No matter what the sensor type, however, it will usually be more accurate with a wider aperture lens. Remember, during autofocus the camera automatically opens the lens to its widest aperture, only closing it down to the aperture you’ve chosen just before the shutter curtain opens. Phase detection autofocus is more accurate when the light beams are entering from a wider angle. In the schematic below beams from an f/2.8 lens (blue) would enter at a wider angle than those of an f/4 lens (red), which are still wider than an f/5.6 lens (yellow). By f/8, only the most accurate sensors (usually only the center point on the more expensive bodies) can function at all, but even then focus may be slow and inaccurate. This is the reason our f/5.6 lenses stop autofocusing when we try to add a teleconverter, which changes them to f/8 or f/11 lenses.

autofocus-works-how-1

Advantages of phase detection autofocus

We’ve already covered the major advantages of phase detection autofocus:

  • It’s incredibly fast compared to contrast detection, fast enough for moving subjects.
  • The camera can use the sensor array to evaluate a subject’s movement and realize the moving object is the subject of interest, giving us the AI Servo autofocus all sportshooters complain about.

There are several less commonly used benefits. The sensor array can be used to assess the image’s depth of field giving an “electronic depth of field” preview. The camera can be set to take a picture when something enters the autofocus point (called trap autofocus, but few cameras offer this feature). If the sensors sense random movement in an otherwise static subject, they can flash a notice that camera shake is affecting the image. But speed and AI servo are what it’s all about.

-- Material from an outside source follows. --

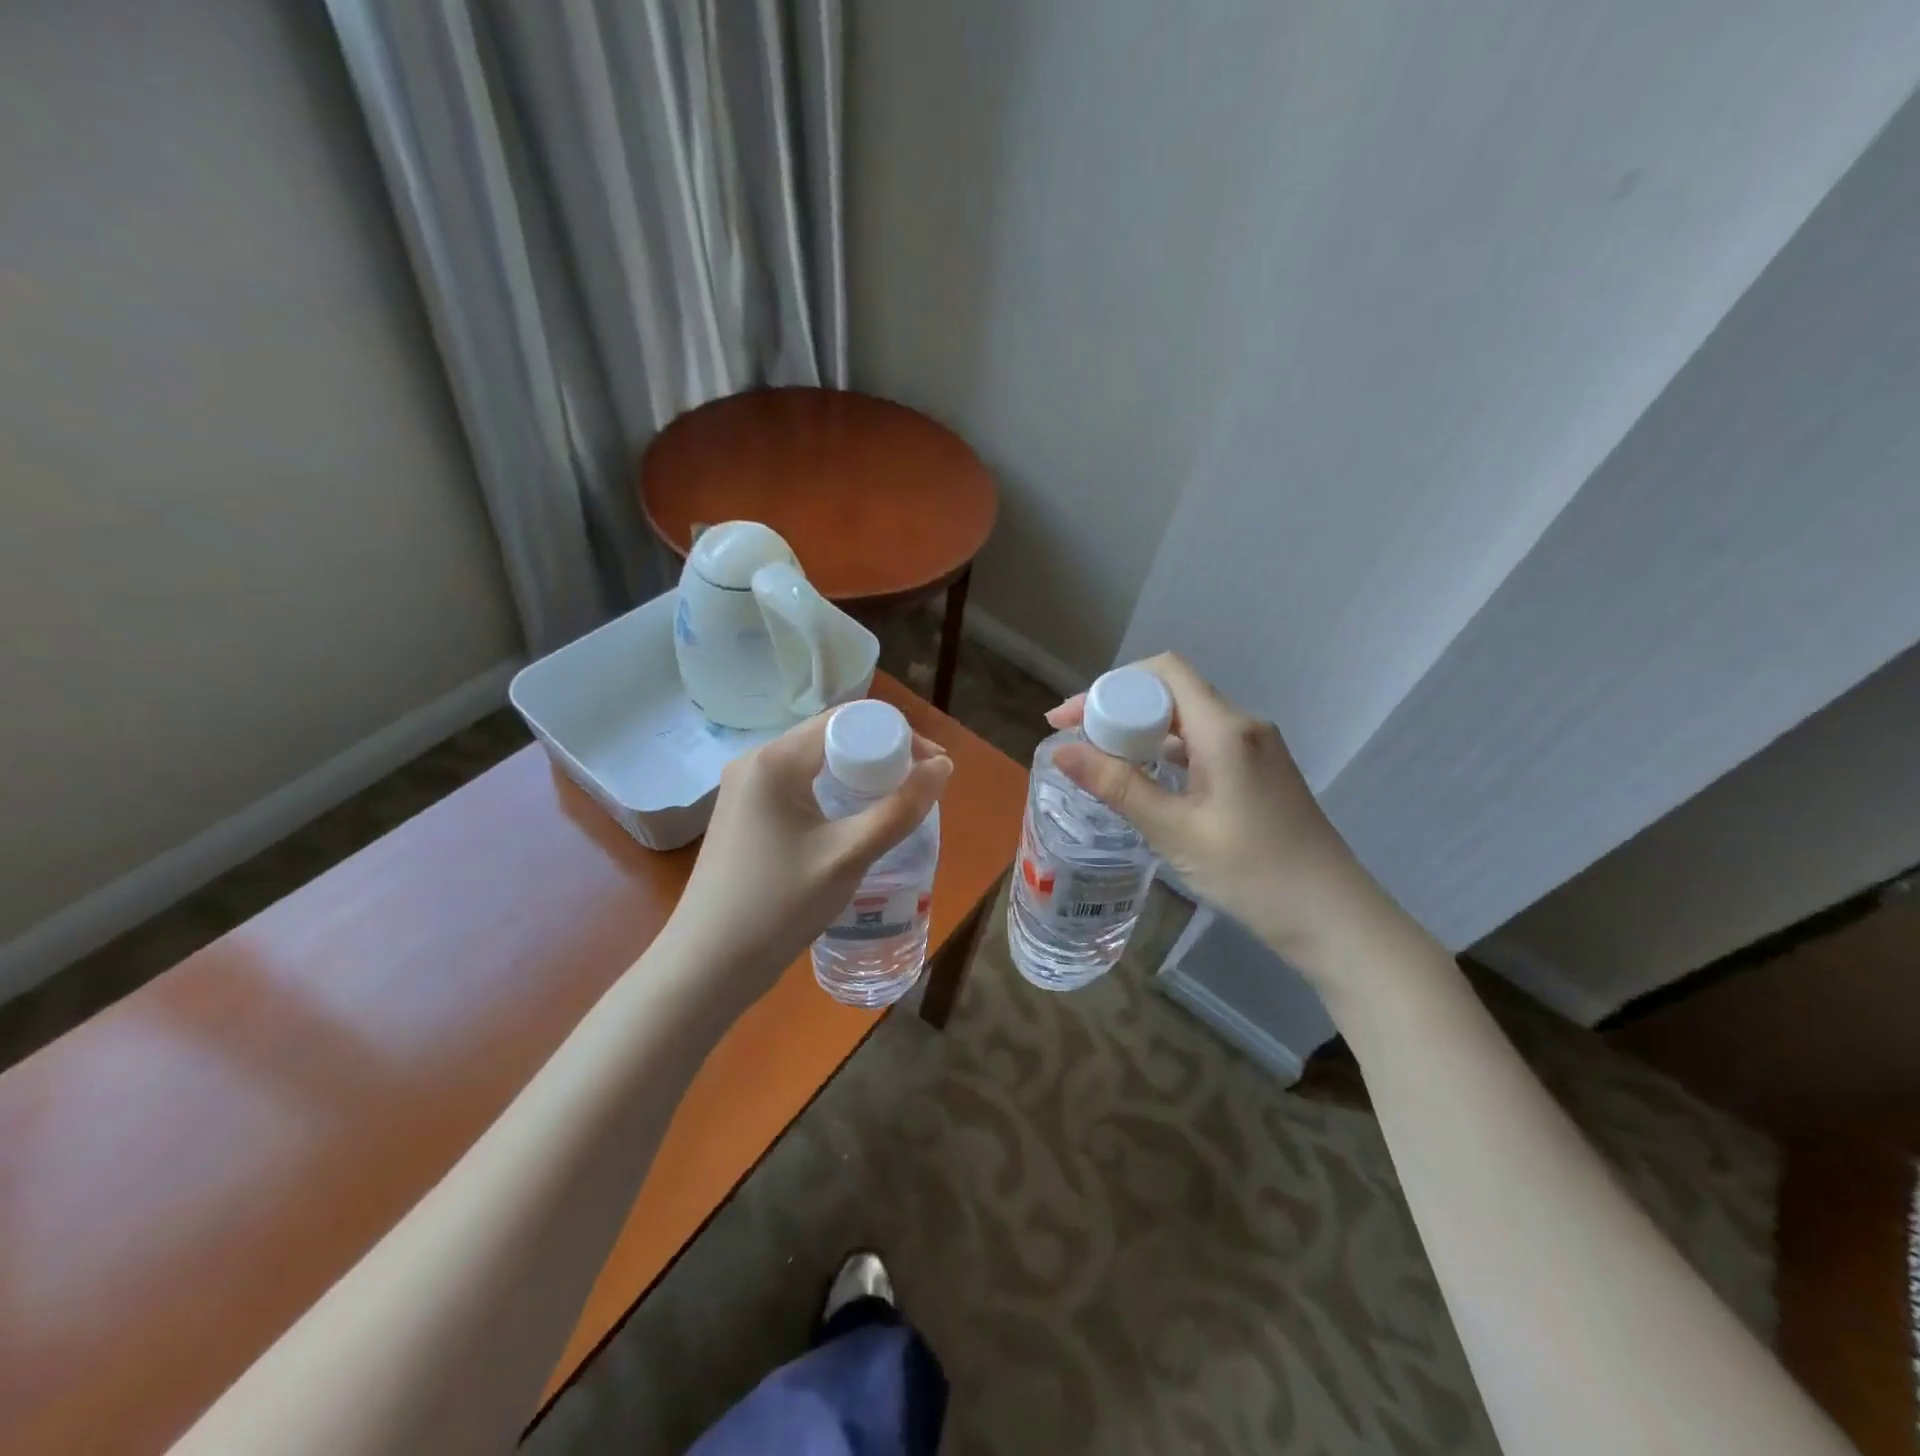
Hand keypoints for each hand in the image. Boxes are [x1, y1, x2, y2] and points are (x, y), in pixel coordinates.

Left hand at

Disadvantages of phase detection autofocus

I once heard the Porsche 911 described as “An interesting concept that through remarkably intense engineering became a superb automobile”. The description fits phase detection autofocus well. The systems are amazingly complex and require a remarkable amount of engineering to work as well as they do.

First and foremost, the system requires physical calibration. The light path to the imaging sensor must be calibrated with the light path to the autofocus sensor, so what is in focus for the autofocus sensor is also exactly in focus for the imaging sensor. Each lens contains chips that provide feedback to the camera, telling it exactly what position the focusing element is in and how far it moves for a given input to the lens motor. This must agree completely, so that the lens actually moves exactly where the camera told it to move, and so the camera knows exactly what position it’s in. If any of these systems aren’t calibrated perfectly, autofocus becomes inaccurate. Even if they are calibrated perfectly at the factory, if they expand and contract slightly with heat or cold they may become inaccurate, at least temporarily.

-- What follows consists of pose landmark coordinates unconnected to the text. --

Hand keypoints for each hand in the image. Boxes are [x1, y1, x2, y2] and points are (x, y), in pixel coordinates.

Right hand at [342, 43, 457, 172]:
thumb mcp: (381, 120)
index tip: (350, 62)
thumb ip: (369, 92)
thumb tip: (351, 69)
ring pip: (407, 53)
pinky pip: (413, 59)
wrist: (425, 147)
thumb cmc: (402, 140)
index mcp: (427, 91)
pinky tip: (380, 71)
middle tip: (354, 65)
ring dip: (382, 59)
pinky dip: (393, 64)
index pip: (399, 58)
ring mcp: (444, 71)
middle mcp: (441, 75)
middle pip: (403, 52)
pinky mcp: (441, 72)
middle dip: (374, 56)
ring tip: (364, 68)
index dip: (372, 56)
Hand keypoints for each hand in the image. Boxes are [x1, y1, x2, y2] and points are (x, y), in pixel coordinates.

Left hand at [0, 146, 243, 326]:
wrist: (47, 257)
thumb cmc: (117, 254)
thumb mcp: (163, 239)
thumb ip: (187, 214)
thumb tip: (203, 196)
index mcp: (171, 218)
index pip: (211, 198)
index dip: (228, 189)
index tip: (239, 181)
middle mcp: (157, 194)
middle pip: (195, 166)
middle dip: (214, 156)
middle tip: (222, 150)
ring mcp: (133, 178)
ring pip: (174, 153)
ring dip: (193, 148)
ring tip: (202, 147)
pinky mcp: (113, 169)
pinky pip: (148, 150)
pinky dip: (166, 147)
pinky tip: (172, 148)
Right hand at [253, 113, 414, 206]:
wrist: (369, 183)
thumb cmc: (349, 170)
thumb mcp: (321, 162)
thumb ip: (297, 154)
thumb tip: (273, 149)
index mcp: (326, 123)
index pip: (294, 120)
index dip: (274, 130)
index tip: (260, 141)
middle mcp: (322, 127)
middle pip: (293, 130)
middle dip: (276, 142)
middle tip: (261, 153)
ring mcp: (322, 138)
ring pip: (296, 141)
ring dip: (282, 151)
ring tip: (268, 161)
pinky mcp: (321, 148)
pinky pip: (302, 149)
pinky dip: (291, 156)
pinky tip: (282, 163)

Second, the system requires software calibration. As mentioned earlier, the camera manufacturers have very complex algorithms and database tables programmed into each lens and each camera that provide this information, and which they protect from public knowledge. So, a Nikon D3, for example, knows exactly how much current must be applied for how long to the ultrasonic motor in a 70-200 f/2.8 VR lens to move the focus from 6 feet in front of the camera to 12 feet in front. And that a very different amount of current will be needed to move it from 12 feet to 30 feet, or to move the focus of a 50 f/1.4 the same distance, etc. etc. Because of this, autofocus can sometimes be improved by a firmware update, and firmware updates are often issued after a new lens is released. The update contains new algorithms for that lens.

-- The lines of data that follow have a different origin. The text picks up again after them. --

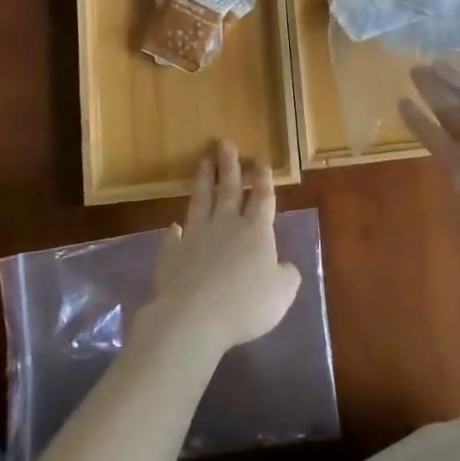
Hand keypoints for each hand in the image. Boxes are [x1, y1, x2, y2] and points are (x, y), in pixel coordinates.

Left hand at [147, 141, 302, 355]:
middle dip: (229, 166)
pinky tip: (174, 225)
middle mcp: (226, 226)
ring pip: (201, 202)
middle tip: (224, 143)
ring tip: (203, 161)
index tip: (260, 160)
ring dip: (203, 181)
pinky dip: (174, 231)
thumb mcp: (282, 293)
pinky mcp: (172, 255)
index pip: (262, 198)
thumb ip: (287, 276)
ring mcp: (196, 237)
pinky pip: (173, 238)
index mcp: (256, 231)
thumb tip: (286, 266)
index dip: (263, 179)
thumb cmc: (246, 304)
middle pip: (229, 190)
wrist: (194, 317)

Also because of this, third-party lenses may not be quite as accurate as manufacturers lenses at times, and third party manufacturers sometimes have to ‘rechip’ their lenses to work with certain cameras. The big guys have yet to tell the little guys: “we’ll be happy to issue a firmware update so our camera works well with your lens”. Instead the third-party guys have to take the manufacturer’s cameras and lenses, decode the signals they send back and forth, and then encode a chip in their lens translating those signals in a way that makes their lens work properly. And they have to accept the data arrays the manufacturers have designed for their own lenses, which might not be ideal for their autofocus gearing and motors. I have no firsthand knowledge of this process, but I suspect this is why certain third-party lenses seem to autofocus well with cameras of one brand, but not as well with another. And, at least theoretically, this would explain why a change in a manufacturer’s autofocus system could render third party lenses obsolete—or at least require that they get a new chip, such as recently occurred with the Sigma 120-300 f/2.8 and the Nikon D3x.

As mentioned above, lens aperture can also affect phase-detection autofocus accuracy. Usually this matters little, because the smaller aperture lens will have a greater depth of field. There is a point, however, where the aperture is too small for the sensor to autofocus accurately, usually at f/5.6 or f/8. (Remember that the camera automatically opens the lens aperture to maximum during autofocus, so the aperture you’ve set the lens at doesn’t matter, it’s the maximum aperture the lens can achieve that matters.) It also is the reason that f/2.8 lenses can sometimes autofocus in more difficult conditions than lenses of lesser aperture.

Since the autofocus sensors only receive light when the mirror is down, phase detection sensors stop working when you actually take the picture, and don’t start working again until the mirror has returned to its normal position. This is why phase detection autofocus doesn’t work during Live View and may contribute to why AI Servo autofocus can lose accuracy during a series of rapid-fire shots. When you listen to how fast a D3 or 1DMkIV is shooting at maximum FPS, it’s rather amazing that any of the images are in focus, really. But our expectations are high these days.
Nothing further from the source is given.